- _Exercise description_
Copy all the lines of the data that include the word "graph".
"""
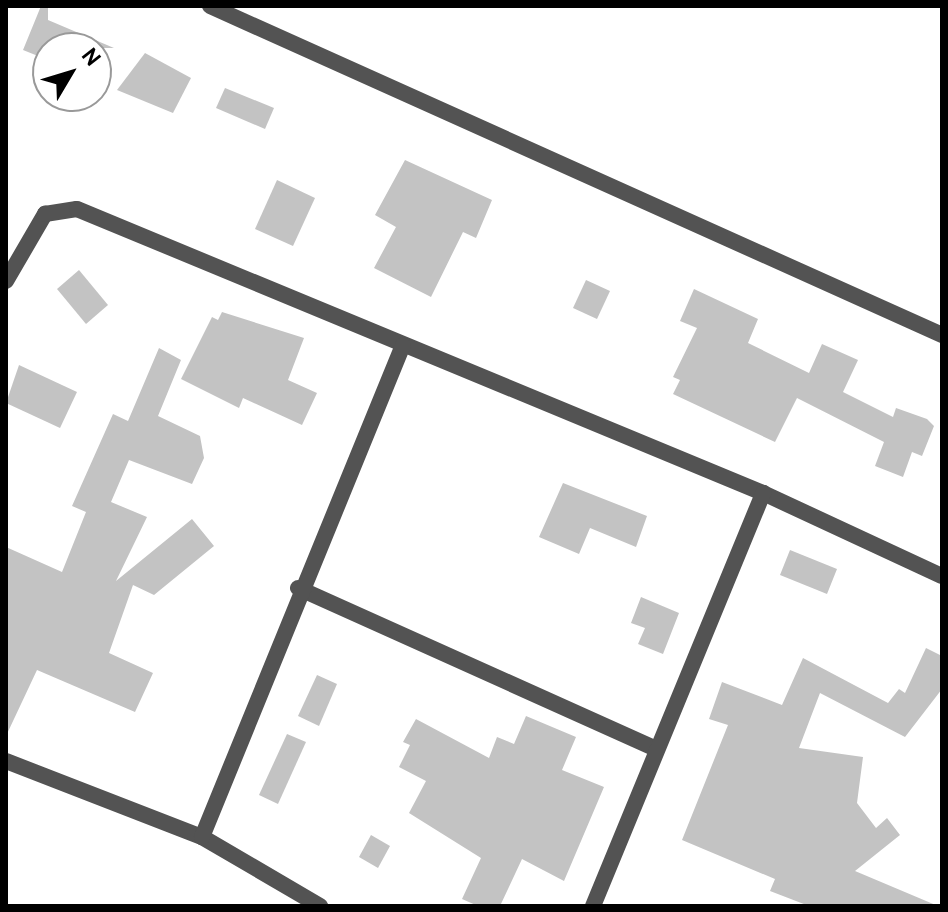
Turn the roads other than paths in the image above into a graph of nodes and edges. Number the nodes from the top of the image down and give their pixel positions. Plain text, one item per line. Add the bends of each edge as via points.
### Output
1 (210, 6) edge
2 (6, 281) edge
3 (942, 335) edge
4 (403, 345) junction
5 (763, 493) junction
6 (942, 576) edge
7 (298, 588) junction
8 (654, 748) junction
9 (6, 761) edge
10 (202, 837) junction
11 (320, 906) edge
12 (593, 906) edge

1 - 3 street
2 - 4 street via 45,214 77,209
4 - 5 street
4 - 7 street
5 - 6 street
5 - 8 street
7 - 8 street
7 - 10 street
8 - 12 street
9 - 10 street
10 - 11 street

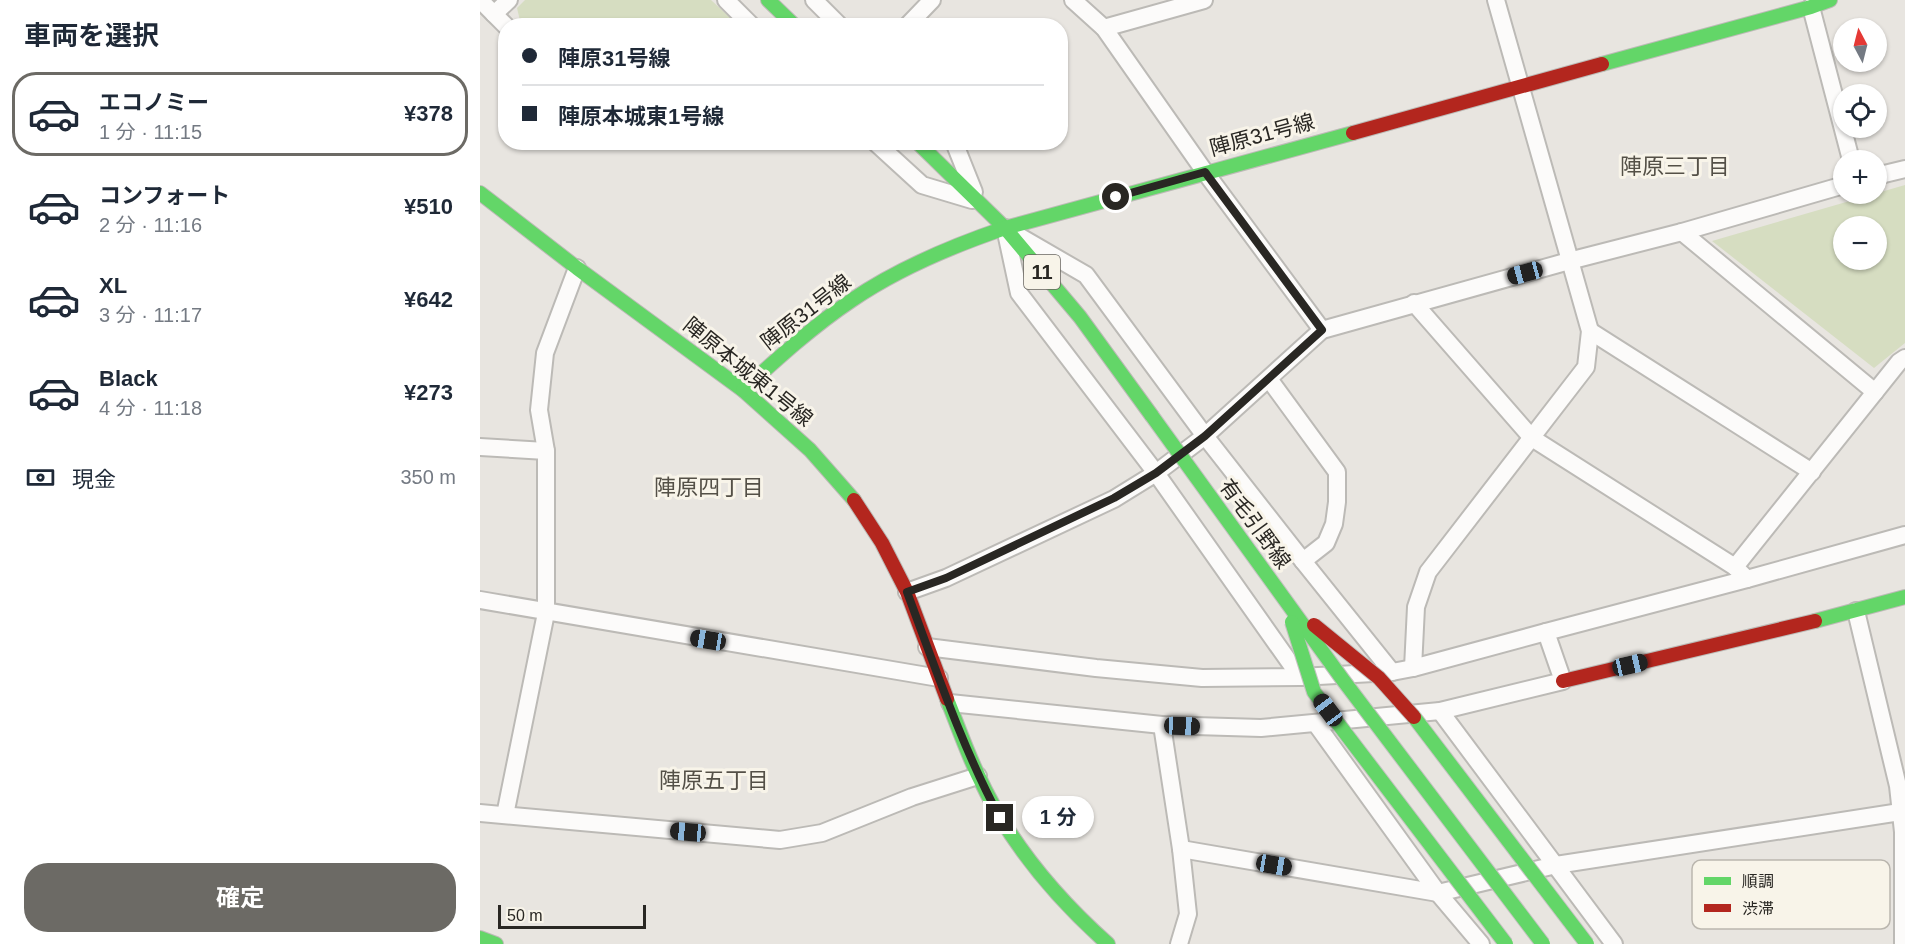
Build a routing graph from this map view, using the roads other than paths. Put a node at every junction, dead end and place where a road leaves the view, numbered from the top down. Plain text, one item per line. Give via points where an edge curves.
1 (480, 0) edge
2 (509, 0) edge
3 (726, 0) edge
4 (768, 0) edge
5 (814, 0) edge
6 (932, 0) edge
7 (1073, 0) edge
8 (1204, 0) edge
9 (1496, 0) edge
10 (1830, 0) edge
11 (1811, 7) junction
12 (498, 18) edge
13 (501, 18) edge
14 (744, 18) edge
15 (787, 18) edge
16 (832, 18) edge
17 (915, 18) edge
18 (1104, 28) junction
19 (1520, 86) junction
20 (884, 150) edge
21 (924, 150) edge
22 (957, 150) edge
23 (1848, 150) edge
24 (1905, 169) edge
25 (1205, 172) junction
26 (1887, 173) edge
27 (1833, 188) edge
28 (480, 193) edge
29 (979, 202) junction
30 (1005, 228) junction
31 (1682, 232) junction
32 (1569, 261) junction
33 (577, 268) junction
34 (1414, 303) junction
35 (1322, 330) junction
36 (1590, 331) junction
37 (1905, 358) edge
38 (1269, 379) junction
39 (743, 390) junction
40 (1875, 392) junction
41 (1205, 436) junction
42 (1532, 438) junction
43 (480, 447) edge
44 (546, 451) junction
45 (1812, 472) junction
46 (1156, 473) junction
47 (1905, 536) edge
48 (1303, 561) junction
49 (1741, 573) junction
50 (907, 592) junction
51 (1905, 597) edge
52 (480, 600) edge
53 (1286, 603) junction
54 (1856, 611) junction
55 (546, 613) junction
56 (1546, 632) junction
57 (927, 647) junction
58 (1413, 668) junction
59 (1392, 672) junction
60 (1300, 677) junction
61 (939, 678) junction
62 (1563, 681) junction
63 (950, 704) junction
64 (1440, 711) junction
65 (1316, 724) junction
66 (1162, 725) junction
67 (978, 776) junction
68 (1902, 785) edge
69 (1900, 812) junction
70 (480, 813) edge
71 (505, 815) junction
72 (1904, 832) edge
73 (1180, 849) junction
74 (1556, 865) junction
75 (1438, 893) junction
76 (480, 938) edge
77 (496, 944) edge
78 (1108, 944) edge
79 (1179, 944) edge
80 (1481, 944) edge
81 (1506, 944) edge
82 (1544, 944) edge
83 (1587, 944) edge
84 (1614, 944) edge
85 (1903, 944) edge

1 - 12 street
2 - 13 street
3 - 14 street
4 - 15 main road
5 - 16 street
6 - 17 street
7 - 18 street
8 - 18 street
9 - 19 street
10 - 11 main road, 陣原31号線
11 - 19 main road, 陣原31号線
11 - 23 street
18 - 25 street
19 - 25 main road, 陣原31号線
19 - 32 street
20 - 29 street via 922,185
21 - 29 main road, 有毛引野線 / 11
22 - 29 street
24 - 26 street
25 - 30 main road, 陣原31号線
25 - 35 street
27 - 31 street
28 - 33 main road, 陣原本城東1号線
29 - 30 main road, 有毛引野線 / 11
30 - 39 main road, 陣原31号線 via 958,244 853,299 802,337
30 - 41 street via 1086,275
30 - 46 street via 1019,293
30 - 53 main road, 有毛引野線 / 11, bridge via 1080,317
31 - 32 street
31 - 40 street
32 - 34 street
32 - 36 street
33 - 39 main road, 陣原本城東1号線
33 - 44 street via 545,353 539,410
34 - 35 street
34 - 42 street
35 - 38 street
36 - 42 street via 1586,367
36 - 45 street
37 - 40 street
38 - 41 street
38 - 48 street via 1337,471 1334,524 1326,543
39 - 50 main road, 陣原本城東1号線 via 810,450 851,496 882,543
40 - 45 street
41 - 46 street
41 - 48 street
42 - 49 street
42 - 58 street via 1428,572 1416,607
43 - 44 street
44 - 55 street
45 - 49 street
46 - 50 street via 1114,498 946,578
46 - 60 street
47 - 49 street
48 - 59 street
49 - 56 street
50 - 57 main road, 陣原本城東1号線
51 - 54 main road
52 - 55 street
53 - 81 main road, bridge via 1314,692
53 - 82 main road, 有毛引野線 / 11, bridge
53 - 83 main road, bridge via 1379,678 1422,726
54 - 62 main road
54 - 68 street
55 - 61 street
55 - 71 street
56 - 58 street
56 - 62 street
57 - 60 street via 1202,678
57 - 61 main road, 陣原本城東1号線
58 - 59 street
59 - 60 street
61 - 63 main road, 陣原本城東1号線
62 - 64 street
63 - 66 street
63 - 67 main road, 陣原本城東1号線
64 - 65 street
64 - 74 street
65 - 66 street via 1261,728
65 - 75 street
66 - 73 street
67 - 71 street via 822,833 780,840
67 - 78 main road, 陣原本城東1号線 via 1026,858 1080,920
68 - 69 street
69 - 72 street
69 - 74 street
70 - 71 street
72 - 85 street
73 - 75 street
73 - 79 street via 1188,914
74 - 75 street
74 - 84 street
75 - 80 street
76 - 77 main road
"""
- _Answer space_
Turn the roads other than paths in the image above into a graph of nodes and edges. Number the nodes from the top of the image down and give their pixel positions. Plain text, one item per line. Add the bends of each edge as via points.
Build a routing graph from this map view, using the roads other than paths. Put a node at every junction, dead end and place where a road leaves the view, numbered from the top down. Plain text, one item per line. Give via points where an edge curves.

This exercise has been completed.